----- Dataset excerpts -----

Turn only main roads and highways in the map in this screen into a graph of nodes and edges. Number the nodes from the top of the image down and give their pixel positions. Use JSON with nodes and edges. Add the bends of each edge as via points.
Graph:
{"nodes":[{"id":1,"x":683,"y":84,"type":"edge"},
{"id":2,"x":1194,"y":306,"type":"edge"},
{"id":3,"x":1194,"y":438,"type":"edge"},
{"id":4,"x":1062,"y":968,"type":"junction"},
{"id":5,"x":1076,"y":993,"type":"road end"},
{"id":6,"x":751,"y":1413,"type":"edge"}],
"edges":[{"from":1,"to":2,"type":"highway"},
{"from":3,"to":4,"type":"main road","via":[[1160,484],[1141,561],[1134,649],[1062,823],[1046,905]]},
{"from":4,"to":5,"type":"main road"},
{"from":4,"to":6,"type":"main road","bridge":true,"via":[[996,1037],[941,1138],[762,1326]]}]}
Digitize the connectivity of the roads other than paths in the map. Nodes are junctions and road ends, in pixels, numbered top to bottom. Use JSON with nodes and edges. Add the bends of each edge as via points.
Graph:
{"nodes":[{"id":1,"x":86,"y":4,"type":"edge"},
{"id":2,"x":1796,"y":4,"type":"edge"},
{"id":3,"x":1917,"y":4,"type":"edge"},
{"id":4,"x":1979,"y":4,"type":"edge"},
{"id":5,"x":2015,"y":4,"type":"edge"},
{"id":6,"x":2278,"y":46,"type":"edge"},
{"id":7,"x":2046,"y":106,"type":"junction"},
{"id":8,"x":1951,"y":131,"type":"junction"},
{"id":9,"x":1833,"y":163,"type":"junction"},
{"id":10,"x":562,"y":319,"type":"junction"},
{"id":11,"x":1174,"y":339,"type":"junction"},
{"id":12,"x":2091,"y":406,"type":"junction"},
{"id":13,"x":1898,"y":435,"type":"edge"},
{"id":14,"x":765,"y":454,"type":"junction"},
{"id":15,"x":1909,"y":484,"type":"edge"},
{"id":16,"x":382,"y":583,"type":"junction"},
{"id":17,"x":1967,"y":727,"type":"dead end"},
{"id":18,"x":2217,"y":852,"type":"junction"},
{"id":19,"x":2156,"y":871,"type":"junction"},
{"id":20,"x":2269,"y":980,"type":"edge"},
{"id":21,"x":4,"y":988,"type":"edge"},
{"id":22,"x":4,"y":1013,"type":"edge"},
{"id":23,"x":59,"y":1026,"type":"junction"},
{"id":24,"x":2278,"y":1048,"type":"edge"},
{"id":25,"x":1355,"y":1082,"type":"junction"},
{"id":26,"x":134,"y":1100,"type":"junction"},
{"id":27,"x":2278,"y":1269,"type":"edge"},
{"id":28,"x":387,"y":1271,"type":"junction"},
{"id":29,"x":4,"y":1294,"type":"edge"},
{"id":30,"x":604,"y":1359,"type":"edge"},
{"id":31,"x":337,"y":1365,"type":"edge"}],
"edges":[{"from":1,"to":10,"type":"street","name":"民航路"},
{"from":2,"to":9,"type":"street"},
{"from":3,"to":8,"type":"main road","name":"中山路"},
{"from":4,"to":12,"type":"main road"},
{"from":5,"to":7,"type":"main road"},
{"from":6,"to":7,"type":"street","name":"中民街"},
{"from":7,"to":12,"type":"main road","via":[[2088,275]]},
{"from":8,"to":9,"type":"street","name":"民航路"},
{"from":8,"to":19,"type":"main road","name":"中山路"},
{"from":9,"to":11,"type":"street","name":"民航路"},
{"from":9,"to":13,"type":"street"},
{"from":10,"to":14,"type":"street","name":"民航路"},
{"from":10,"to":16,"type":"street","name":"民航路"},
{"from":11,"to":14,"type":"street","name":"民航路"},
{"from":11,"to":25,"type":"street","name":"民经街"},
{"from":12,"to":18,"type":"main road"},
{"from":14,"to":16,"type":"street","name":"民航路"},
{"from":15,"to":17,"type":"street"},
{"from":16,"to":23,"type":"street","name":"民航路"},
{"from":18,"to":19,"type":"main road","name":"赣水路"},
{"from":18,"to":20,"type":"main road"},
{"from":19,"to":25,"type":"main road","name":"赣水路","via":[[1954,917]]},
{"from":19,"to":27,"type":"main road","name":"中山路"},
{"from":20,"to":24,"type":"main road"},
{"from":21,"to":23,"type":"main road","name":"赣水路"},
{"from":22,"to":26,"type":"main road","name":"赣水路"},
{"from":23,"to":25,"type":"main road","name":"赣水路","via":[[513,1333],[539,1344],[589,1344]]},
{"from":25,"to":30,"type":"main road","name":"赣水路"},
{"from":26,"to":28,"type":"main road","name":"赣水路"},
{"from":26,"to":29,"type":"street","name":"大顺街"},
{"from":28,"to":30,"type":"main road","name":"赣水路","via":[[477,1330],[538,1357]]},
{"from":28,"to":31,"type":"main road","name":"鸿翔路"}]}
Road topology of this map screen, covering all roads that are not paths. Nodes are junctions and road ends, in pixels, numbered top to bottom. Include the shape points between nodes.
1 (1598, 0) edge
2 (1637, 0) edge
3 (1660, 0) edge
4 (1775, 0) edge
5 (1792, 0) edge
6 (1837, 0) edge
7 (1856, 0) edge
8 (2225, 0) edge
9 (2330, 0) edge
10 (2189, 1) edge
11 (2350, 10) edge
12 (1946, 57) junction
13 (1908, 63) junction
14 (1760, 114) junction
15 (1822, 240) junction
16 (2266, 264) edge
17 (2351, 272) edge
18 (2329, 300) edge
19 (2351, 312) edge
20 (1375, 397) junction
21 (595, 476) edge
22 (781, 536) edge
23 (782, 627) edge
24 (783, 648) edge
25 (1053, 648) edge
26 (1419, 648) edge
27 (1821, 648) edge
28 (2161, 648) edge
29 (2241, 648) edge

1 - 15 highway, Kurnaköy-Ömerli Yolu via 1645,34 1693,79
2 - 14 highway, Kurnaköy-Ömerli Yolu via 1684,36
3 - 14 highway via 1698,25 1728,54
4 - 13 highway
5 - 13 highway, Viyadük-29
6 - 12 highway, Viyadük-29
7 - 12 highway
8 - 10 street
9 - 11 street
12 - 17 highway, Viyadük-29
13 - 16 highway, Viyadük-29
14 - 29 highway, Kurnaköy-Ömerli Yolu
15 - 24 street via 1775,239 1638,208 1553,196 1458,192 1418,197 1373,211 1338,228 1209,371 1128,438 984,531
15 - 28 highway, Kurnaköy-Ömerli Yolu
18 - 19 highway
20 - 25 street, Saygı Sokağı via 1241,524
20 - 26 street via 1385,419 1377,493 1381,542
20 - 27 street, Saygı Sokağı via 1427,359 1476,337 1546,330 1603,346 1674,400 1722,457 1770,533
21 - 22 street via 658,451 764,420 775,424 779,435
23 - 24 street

-----

* **Directions**:
Look through the entries and work out how many lines have the word "Ömerli" in them; reply with that number only.

* **Exercise result**:
4